What needs to be done: Apart from the images, reproduce every record word for word.

Dataset entries:
..........
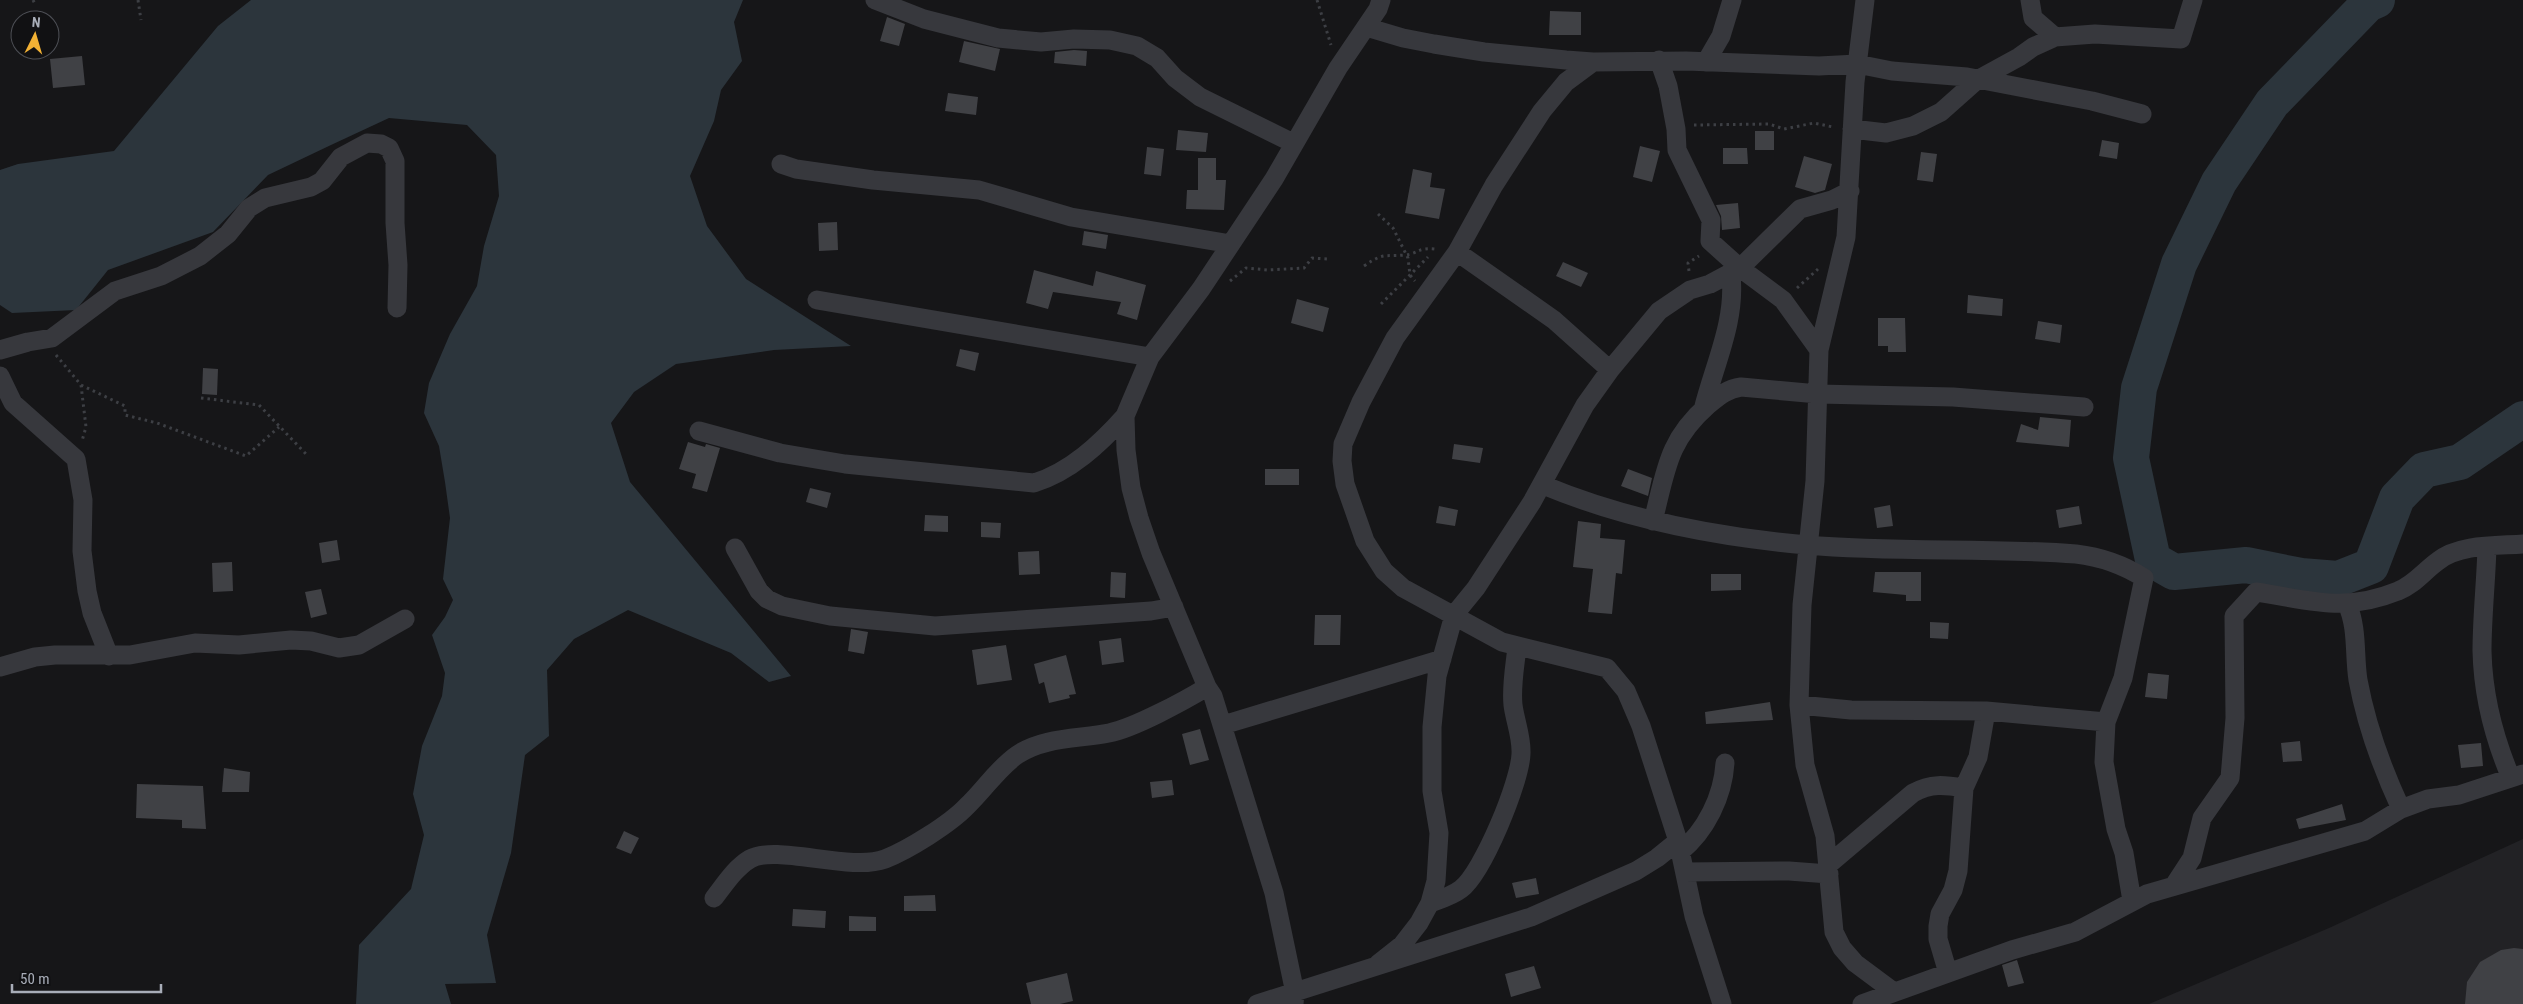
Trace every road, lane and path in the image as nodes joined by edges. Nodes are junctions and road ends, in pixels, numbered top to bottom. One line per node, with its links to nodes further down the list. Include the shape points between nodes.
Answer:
1 (138, 0): 9 (path)
2 (875, 0): 21 (street, via 924,19 998,38 1041,42 1110,40 1137,46 1157,58 1175,78 1200,97)
3 (1317, 0): 16 (path)
4 (1381, 0): 10 (street)
5 (1732, 0): 14 (street, via 1721,36)
6 (1865, 0): 15 (street)
7 (2030, 0): 11 (street, via 2033,18)
8 (2193, 0): 11 (street, via 2180,39 2096,34)
9 (140, 20)
10 (1366, 27): 13 (street, via 1403,38 1476,50); 16 (street)
11 (2055, 37): 17 (street, via 2033,46)
12 (1659, 60): 13 (street); 14 (street); 19 (street, via 1668,86)
13 (1593, 62): 28 (street, via 1566,82 1547,104 1494,185)
14 (1706, 62): 15 (street)
15 (1857, 64): 17 (street); 20 (street)
16 (1338, 68): 21 (street)
17 (1977, 80): 18 (street, via 2092,101); 20 (street, via 1941,112 1913,126 1886,133)
18 (2142, 114)
19 (1676, 129): 20 (path, via 1687,125 1769,124 1784,129 1814,123); 25 (street, via 1677,150 1711,220)
20 (1845, 129): 23 (street)
21 (1293, 143): 26 (street, via 1274,179)
22 (781, 164): 26 (street, via 873,180 979,190 1071,218)
23 (1850, 191): 33 (street, via 1800,209); 42 (street, via 1846,237)
24 (1378, 214): 29 (path, via 1393,228)
25 (1710, 241): 33 (street); 35 (path, via 1710,249 1688,262)
26 (1231, 244): 34 (street)
27 (1435, 249): 29 (path, via 1422,248)
28 (1456, 252): 36 (street); 44 (street, via 1554,320)
29 (1407, 255): 32 (path, via 1382,255); 36 (path, via 1410,275)
30 (1327, 259): 34 (path, via 1312,258 1304,268 1246,268 1225,286)
31 (1822, 264): 38 (path)
32 (1364, 266)
33 (1735, 271): 35 (street); 38 (street); 50 (street, via 1726,334)
34 (1201, 289): 43 (street)
35 (1690, 290): 44 (street, via 1659,311)
36 (1427, 294): 64 (street, via 1395,338 1361,402 1343,444 1342,460 1345,484 1365,542 1384,571 1403,588)
37 (817, 300): 43 (street)
38 (1783, 300): 42 (street)
39 (397, 308): 40 (street, via 395,161 390,148 367,143 341,157 322,181 311,187 265,198 250,208 228,234 200,256 161,276 114,291 52,338)
40 (0, 350)
41 (52, 350): 46 (path)
42 (1819, 350): 47 (street)
43 (1150, 357): 51 (street)
44 (1610, 370): 56 (street, via 1585,406)
45 (0, 376): 55 (street, via 13,403)
46 (81, 384): 52 (path, via 125,406 125,415 157,423 246,456); 55 (path, via 86,427)
47 (1818, 394): 49 (street, via 1953,397); 50 (street, via 1741,387 1730,389); 59 (street, via 1815,481)
48 (201, 398): 52 (path, via 259,405)
49 (2084, 406)
50 (1703, 410): 57 (street, via 1681,434 1671,452)
51 (1125, 416): 53 (street, via 1108,435 1074,462 1051,478 1034,483 845,464 780,453); 63 (street, via 1131,488)
52 (279, 427): 54 (path)
53 (699, 431)
54 (306, 454)
55 (76, 459): 67 (street, via 83,500 82,551 87,591)
56 (1542, 485): 57 (street, via 1600,507); 64 (street, via 1476,588)
57 (1653, 521): 59 (street, via 1717,535)
58 (2523, 544): 60 (street)
59 (1808, 545): 71 (street, via 1802,606); 73 (street, via 2034,551 2098,557 2122,564 2144,578 2123,678)
60 (2487, 547): 62 (street, via 2454,553 2439,560 2400,591); 76 (street, via 2482,633 2484,680 2492,726)
61 (735, 548): 63 (street, via 759,590 768,599 782,606 830,616 934,626)
62 (2347, 604): 78 (street, via 2354,628 2362,697 2385,772); 82 (street, via 2323,604 2256,592 2234,616 2235,718 2230,778 2202,818 2192,858)
63 (1174, 607): 70 (street)
64 (1454, 615): 66 (street, via 1481,633); 68 (street)
65 (405, 619): 67 (street, via 359,645 339,648 291,640 239,645 195,643 154,652)
66 (1517, 647): 79 (street, via 1607,668 1626,691 1641,726); 85 (street, via 1513,702 1521,755 1516,782 1476,871 1462,889)
67 (109, 656): 69 (street, via 34,657)
68 (1442, 658): 74 (street); 85 (street, via 1432,727 1432,791 1439,833 1436,881)
69 (0, 667)
70 (1207, 687): 74 (street); 83 (street, via 1110,733 1050,742 1017,755 956,817 884,859 864,863 774,855 752,858)
71 (1799, 705): 72 (street, via 1851,710); 80 (street, via 1805,765 1819,811)
72 (1986, 711): 73 (street); 77 (street, via 1978,757)
73 (2106, 722): 84 (street, via 2104,762 2107,786)
74 (1222, 725): 89 (street, via 1274,893)
75 (1725, 763): 79 (street, via 1724,780 1712,810 1692,842)
76 (2517, 776): 78 (street, via 2459,795 2428,799)
77 (1964, 788): 80 (street, via 1935,785 1913,793); 87 (street, via 1958,871 1938,926 1939,947)
78 (2401, 808): 82 (street, via 2366,831)
79 (1679, 846): 81 (street); 86 (street, via 1636,872 1563,904 1460,941)
80 (1829, 870): 81 (street); 88 (street, via 1834,932 1842,948)
81 (1685, 872): 91 (street, via 1694,916)
82 (2175, 884): 84 (street)
83 (714, 898)
84 (2132, 901): 87 (street, via 2075,932)
85 (1430, 903): 86 (street, via 1402,945)
86 (1378, 964): 89 (street)
87 (1948, 973): 88 (street)
88 (1894, 992): 92 (street)
89 (1294, 998): 90 (street)
90 (1257, 1004)
91 (1722, 1004)
92 (1862, 1004)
..........
Your solution:
Trace every road, lane and path in the image as nodes joined by edges. Nodes are junctions and road ends, in pixels, numbered top to bottom. One line per node, with its links to nodes further down the list. Include the shape points between nodes.
Answer:
1 (138, 0): 9 (path)
2 (875, 0): 21 (street, via 924,19 998,38 1041,42 1110,40 1137,46 1157,58 1175,78 1200,97)
3 (1317, 0): 16 (path)
4 (1381, 0): 10 (street)
5 (1732, 0): 14 (street, via 1721,36)
6 (1865, 0): 15 (street)
7 (2030, 0): 11 (street, via 2033,18)
8 (2193, 0): 11 (street, via 2180,39 2096,34)
9 (140, 20)
10 (1366, 27): 13 (street, via 1403,38 1476,50); 16 (street)
11 (2055, 37): 17 (street, via 2033,46)
12 (1659, 60): 13 (street); 14 (street); 19 (street, via 1668,86)
13 (1593, 62): 28 (street, via 1566,82 1547,104 1494,185)
14 (1706, 62): 15 (street)
15 (1857, 64): 17 (street); 20 (street)
16 (1338, 68): 21 (street)
17 (1977, 80): 18 (street, via 2092,101); 20 (street, via 1941,112 1913,126 1886,133)
18 (2142, 114)
19 (1676, 129): 20 (path, via 1687,125 1769,124 1784,129 1814,123); 25 (street, via 1677,150 1711,220)
20 (1845, 129): 23 (street)
21 (1293, 143): 26 (street, via 1274,179)
22 (781, 164): 26 (street, via 873,180 979,190 1071,218)
23 (1850, 191): 33 (street, via 1800,209); 42 (street, via 1846,237)
24 (1378, 214): 29 (path, via 1393,228)
25 (1710, 241): 33 (street); 35 (path, via 1710,249 1688,262)
26 (1231, 244): 34 (street)
27 (1435, 249): 29 (path, via 1422,248)
28 (1456, 252): 36 (street); 44 (street, via 1554,320)
29 (1407, 255): 32 (path, via 1382,255); 36 (path, via 1410,275)
30 (1327, 259): 34 (path, via 1312,258 1304,268 1246,268 1225,286)
31 (1822, 264): 38 (path)
32 (1364, 266)
33 (1735, 271): 35 (street); 38 (street); 50 (street, via 1726,334)
34 (1201, 289): 43 (street)
35 (1690, 290): 44 (street, via 1659,311)
36 (1427, 294): 64 (street, via 1395,338 1361,402 1343,444 1342,460 1345,484 1365,542 1384,571 1403,588)
37 (817, 300): 43 (street)
38 (1783, 300): 42 (street)
39 (397, 308): 40 (street, via 395,161 390,148 367,143 341,157 322,181 311,187 265,198 250,208 228,234 200,256 161,276 114,291 52,338)
40 (0, 350)
41 (52, 350): 46 (path)
42 (1819, 350): 47 (street)
43 (1150, 357): 51 (street)
44 (1610, 370): 56 (street, via 1585,406)
45 (0, 376): 55 (street, via 13,403)
46 (81, 384): 52 (path, via 125,406 125,415 157,423 246,456); 55 (path, via 86,427)
47 (1818, 394): 49 (street, via 1953,397); 50 (street, via 1741,387 1730,389); 59 (street, via 1815,481)
48 (201, 398): 52 (path, via 259,405)
49 (2084, 406)
50 (1703, 410): 57 (street, via 1681,434 1671,452)
51 (1125, 416): 53 (street, via 1108,435 1074,462 1051,478 1034,483 845,464 780,453); 63 (street, via 1131,488)
52 (279, 427): 54 (path)
53 (699, 431)
54 (306, 454)
55 (76, 459): 67 (street, via 83,500 82,551 87,591)
56 (1542, 485): 57 (street, via 1600,507); 64 (street, via 1476,588)
57 (1653, 521): 59 (street, via 1717,535)
58 (2523, 544): 60 (street)
59 (1808, 545): 71 (street, via 1802,606); 73 (street, via 2034,551 2098,557 2122,564 2144,578 2123,678)
60 (2487, 547): 62 (street, via 2454,553 2439,560 2400,591); 76 (street, via 2482,633 2484,680 2492,726)
61 (735, 548): 63 (street, via 759,590 768,599 782,606 830,616 934,626)
62 (2347, 604): 78 (street, via 2354,628 2362,697 2385,772); 82 (street, via 2323,604 2256,592 2234,616 2235,718 2230,778 2202,818 2192,858)
63 (1174, 607): 70 (street)
64 (1454, 615): 66 (street, via 1481,633); 68 (street)
65 (405, 619): 67 (street, via 359,645 339,648 291,640 239,645 195,643 154,652)
66 (1517, 647): 79 (street, via 1607,668 1626,691 1641,726); 85 (street, via 1513,702 1521,755 1516,782 1476,871 1462,889)
67 (109, 656): 69 (street, via 34,657)
68 (1442, 658): 74 (street); 85 (street, via 1432,727 1432,791 1439,833 1436,881)
69 (0, 667)
70 (1207, 687): 74 (street); 83 (street, via 1110,733 1050,742 1017,755 956,817 884,859 864,863 774,855 752,858)
71 (1799, 705): 72 (street, via 1851,710); 80 (street, via 1805,765 1819,811)
72 (1986, 711): 73 (street); 77 (street, via 1978,757)
73 (2106, 722): 84 (street, via 2104,762 2107,786)
74 (1222, 725): 89 (street, via 1274,893)
75 (1725, 763): 79 (street, via 1724,780 1712,810 1692,842)
76 (2517, 776): 78 (street, via 2459,795 2428,799)
77 (1964, 788): 80 (street, via 1935,785 1913,793); 87 (street, via 1958,871 1938,926 1939,947)
78 (2401, 808): 82 (street, via 2366,831)
79 (1679, 846): 81 (street); 86 (street, via 1636,872 1563,904 1460,941)
80 (1829, 870): 81 (street); 88 (street, via 1834,932 1842,948)
81 (1685, 872): 91 (street, via 1694,916)
82 (2175, 884): 84 (street)
83 (714, 898)
84 (2132, 901): 87 (street, via 2075,932)
85 (1430, 903): 86 (street, via 1402,945)
86 (1378, 964): 89 (street)
87 (1948, 973): 88 (street)
88 (1894, 992): 92 (street)
89 (1294, 998): 90 (street)
90 (1257, 1004)
91 (1722, 1004)
92 (1862, 1004)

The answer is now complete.